It’s superbly adapted for the web too. I have to tip my hat to Amazon. Its lightning deals are a thing of evil marketing genius. They limit the amount of product available and display a status bar to show how many are left. Once you’ve got your heart’s desire in your shopping basket you have 15 minutes to buy or it’s gone. So you’re not going to search around the web to see if you can find it cheaper. And you’re not going to cancel the order if it is afterwards. Why would you look? That would spoil the fun.

The best of it is, I’m a business journalist of 20 years standing. I know all this stuff. Yet I’m still fool enough to fall for it all myself. 
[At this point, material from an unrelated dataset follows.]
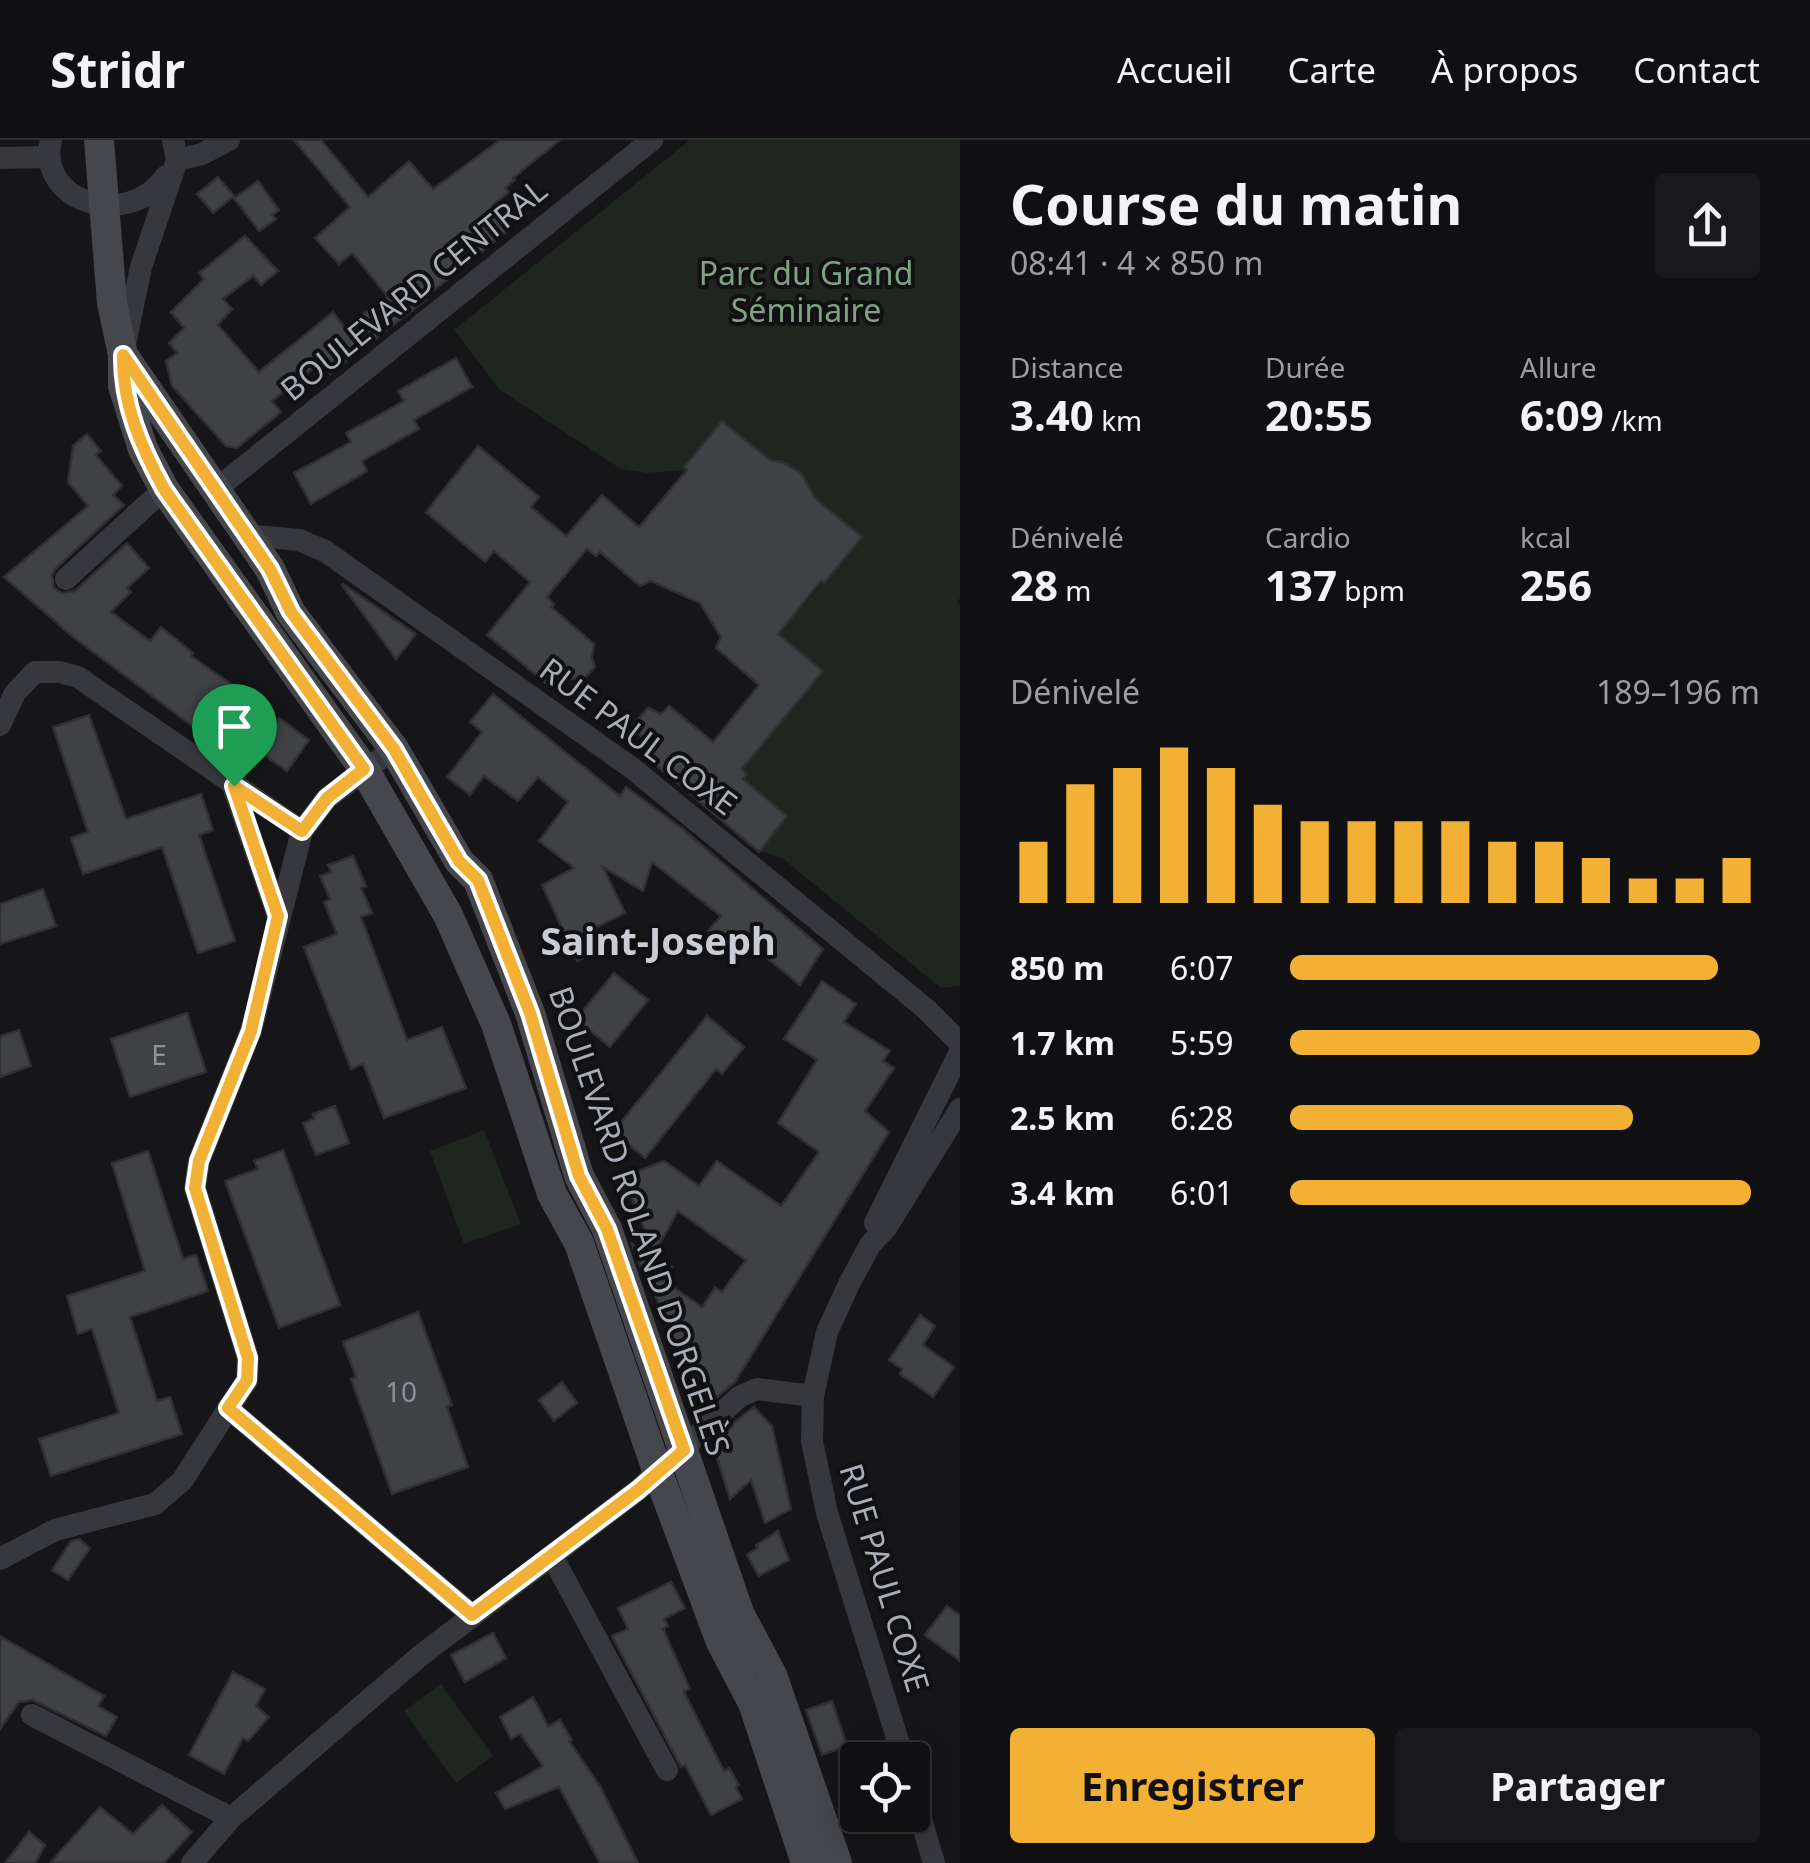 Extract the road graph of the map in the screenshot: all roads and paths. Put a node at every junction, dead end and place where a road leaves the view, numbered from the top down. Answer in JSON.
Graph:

I’ve tried to be good and attempted to steer clear. This year, I will not be fooled, I say. But you know what, I’m bound to fail. Something is going to pop up in one of the ads while I’m researching a piece on the web. Maybe it will be a fancy box set of a classic album on vinyl. Maybe it will be a pair of miniature speakers for the turntable I’ve bought to play them. Or even just a natty Suicide Squad T-shirt. Thanks, cookies. 

Is there a Black Fridays Anonymous? There ought to be. Can I join please? 

At least I know that a lot more of this year’s deals will be worthwhile than they usually are. The fall in sterling has sharply increased the price of imported goods, but it hasn’t yet filtered through to the prices we’re paying in the shops. So enjoy the good times before Brexit kills then off. 

At least until next year. Love it or hate it, Black Friday will be back. It’s here to say. In the meantime, I’m sorry, but I’m just going to have to log on to Amazon to have a look at those lightning deals. Now, where’s my credit card?